Tension and Authority Day 3 - Writing from Within a Character: Measurements/Descriptions

Instead of writing about a character, write from within the character. This means that every way the character describes the world should describe the character’s experience. Two separate people never walk into the same room as each other. We each see the room and the occupants through the lens of our own life.

This is another exercise from Chuck Palahniuk’s Consider This. He advises to try to describe things form the character’s point of view. Part of this is trying to avoid using concrete measurements (No more six-foot-tall men, no more five-year-old girls, no more seven o’clock, no two-ton trucks).
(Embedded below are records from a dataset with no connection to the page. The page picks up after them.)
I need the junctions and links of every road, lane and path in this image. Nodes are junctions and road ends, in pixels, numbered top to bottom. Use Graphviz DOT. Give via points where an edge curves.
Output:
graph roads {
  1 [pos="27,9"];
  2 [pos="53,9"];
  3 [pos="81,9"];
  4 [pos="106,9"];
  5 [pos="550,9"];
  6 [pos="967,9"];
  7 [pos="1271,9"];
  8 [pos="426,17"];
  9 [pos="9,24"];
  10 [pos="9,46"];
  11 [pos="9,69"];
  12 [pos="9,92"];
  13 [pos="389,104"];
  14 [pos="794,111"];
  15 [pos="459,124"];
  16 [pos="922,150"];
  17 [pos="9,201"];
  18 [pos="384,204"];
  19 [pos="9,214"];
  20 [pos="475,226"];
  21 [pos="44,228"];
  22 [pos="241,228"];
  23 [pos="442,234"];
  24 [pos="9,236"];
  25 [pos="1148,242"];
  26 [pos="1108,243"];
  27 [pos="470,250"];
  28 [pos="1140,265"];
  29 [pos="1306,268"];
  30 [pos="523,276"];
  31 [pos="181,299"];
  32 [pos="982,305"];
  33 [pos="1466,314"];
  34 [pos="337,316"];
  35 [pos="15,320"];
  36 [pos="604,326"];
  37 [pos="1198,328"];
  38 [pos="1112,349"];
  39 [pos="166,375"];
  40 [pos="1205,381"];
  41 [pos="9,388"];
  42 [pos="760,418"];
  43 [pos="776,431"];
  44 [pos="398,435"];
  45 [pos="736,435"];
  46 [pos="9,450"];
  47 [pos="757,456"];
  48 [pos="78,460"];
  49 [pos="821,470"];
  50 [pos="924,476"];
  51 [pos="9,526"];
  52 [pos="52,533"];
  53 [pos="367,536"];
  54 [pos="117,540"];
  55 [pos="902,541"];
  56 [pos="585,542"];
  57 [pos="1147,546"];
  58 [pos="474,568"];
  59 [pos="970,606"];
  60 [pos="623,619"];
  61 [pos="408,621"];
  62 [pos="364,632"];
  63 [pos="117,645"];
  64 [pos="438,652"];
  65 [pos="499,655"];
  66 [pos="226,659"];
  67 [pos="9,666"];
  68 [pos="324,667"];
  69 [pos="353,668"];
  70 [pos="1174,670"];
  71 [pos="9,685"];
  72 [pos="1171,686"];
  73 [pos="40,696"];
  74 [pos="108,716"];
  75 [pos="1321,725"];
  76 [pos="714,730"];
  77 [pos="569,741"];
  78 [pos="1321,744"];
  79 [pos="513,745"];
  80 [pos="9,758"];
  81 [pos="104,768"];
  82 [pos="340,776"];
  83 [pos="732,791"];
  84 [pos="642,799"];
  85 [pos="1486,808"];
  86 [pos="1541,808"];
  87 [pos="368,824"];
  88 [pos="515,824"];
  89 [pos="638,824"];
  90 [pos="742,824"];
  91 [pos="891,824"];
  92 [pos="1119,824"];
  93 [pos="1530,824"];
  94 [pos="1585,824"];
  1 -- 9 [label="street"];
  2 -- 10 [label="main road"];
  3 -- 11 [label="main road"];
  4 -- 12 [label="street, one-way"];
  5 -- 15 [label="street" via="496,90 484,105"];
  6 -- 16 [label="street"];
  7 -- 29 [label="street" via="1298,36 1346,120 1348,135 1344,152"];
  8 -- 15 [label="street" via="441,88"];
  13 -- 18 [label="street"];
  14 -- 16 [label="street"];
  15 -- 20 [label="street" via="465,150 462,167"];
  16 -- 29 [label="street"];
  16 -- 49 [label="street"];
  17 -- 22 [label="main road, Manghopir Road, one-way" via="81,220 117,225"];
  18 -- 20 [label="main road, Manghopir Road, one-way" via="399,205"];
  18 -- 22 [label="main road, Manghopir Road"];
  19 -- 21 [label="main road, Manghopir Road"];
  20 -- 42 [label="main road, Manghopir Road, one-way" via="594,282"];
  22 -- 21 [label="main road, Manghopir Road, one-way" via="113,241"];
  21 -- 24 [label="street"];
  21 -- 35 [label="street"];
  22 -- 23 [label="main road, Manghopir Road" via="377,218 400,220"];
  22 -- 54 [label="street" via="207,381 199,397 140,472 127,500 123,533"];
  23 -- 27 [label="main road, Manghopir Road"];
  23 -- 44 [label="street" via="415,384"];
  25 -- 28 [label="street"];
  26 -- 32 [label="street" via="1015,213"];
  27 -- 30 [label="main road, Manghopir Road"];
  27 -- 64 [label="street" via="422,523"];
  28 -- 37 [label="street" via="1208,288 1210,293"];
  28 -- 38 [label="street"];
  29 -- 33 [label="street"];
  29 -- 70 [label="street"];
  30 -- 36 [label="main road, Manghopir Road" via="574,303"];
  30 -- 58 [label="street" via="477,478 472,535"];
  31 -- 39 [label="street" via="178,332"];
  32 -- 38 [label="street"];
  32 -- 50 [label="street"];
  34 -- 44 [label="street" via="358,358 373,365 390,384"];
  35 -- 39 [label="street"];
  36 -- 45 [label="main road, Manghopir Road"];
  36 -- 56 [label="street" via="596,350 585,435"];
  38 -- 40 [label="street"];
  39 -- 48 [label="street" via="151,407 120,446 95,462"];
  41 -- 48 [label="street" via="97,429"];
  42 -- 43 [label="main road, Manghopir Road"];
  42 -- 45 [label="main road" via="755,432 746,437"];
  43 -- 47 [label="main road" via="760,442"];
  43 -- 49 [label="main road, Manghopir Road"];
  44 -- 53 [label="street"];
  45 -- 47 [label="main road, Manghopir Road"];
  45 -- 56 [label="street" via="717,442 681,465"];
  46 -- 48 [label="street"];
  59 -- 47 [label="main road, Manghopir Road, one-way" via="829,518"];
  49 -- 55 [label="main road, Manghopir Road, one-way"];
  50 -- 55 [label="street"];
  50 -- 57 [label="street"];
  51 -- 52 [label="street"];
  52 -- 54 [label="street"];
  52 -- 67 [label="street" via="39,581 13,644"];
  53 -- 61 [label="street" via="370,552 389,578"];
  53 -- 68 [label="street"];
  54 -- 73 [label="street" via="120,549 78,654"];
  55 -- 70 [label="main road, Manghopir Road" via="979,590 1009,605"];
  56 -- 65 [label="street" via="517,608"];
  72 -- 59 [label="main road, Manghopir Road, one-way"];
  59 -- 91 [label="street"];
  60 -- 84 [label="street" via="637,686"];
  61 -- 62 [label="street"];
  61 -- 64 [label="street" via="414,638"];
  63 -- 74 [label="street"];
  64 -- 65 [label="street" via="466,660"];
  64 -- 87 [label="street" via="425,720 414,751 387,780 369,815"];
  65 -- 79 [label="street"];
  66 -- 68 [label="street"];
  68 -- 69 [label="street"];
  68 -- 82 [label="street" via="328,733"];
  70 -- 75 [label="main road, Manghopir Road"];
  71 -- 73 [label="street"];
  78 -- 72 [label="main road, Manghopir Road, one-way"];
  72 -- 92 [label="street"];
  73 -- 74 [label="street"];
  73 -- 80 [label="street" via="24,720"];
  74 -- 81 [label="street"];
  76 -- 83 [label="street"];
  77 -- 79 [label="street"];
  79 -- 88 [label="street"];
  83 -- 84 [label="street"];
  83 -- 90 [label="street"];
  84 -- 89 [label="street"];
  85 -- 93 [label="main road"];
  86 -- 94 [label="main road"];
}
Usually, we make comparisons when we see something. Eye witnesses are terrible in court. If you see someone from across the room, are they 5’9" or 5’10"? Are they 180 Lbs or 195 Lbs? Instead, naturally, we consider things relevant to our own evaluation and interpretation.

Instead of a 6’3" man, his example is “A man too tall to kiss”. Is it an hour long drive, or a drive the length of that jam band’s album?

Here are a few examples from songs:
Cassino - Lolita

Lolita, I love her, she’s perfect all over
Built like a bridge made of four leaf clovers

The first line is pretty tell-y, but when describing how she’s perfect all over, his description provides room for us to make our own interpretation and tells us a little about the way the narrator sees the world.

Garth Brooks - That Summer

She came to me one evening
Hot cup of coffee and a smile
In a dress that I was certain
She hadn’t worn in quite a while

We don’t see a yellow dress, or a dress with flowers on it. We don’t know the fit. We get the story the narrator sees about the dress.

Jason Isbell - Elephant

Winked at me and drained her glass
Crosslegged on the barstool, like nobody sits anymore

Here, we get a description of the way she is sitting crosslegged on a barstool. We don’t get an exact description, so our mind paints its own picture. We also see a little nostalgia from the narrator, comparing it to how people used to sit.

Amanda Shires - Parking Lot Pirouette

I never learned the names
The space between the stars, the shapes that constellations make
Big burnin’ jewels suspended in air
Aquariuses everywhere

Here, we get to know a little about the narrator by her description of the night sky. She see jewels and didn’t take time to learn the constellations, so she just sees Aquariuses everywhere. Further, if she’s into comology, I think Aquarius represents peace, hope, and nourishment.

For this exercise, try coming up with a character and writing a few lines from his/her perspective describing measurements. It can be length of time, weight, height, or anything. You can tell us anything we need to know about the character to help reading since we are just getting a few snippets here.

For this character, I think of a male cosmotologist:

Eyebrows had just started to occasionally blur my peripheral vision
But I still needed a standing monthly appointment for my hair

I could be at her house in about the time it took to do three crew cuts and a high and tight.

Her legs moved liked scissor snips as she crossed the room
But ended in a more beautiful me

On the first one, I am trying to portray his age. Maybe 40-50, when males tend to get those straggling eyebrow hairs, but many have not gone bald yet. The second one says he did not live too far away from her. Crew cuts are generally super quick because they are trimmers set on a singular low setting on the whole head. A high and tight takes a little longer, but not much. The third, I am trying to say that she walked fairly quickly and stiffly, but that she, like a new haircut, made him feel better about himself. The measurement is meant to be kind of time passing (crossing the room).

This was just the first thing that came to mind. It is a fun way of thinking. Trying to see the world from another’s point of view and embrace their expertise and experience.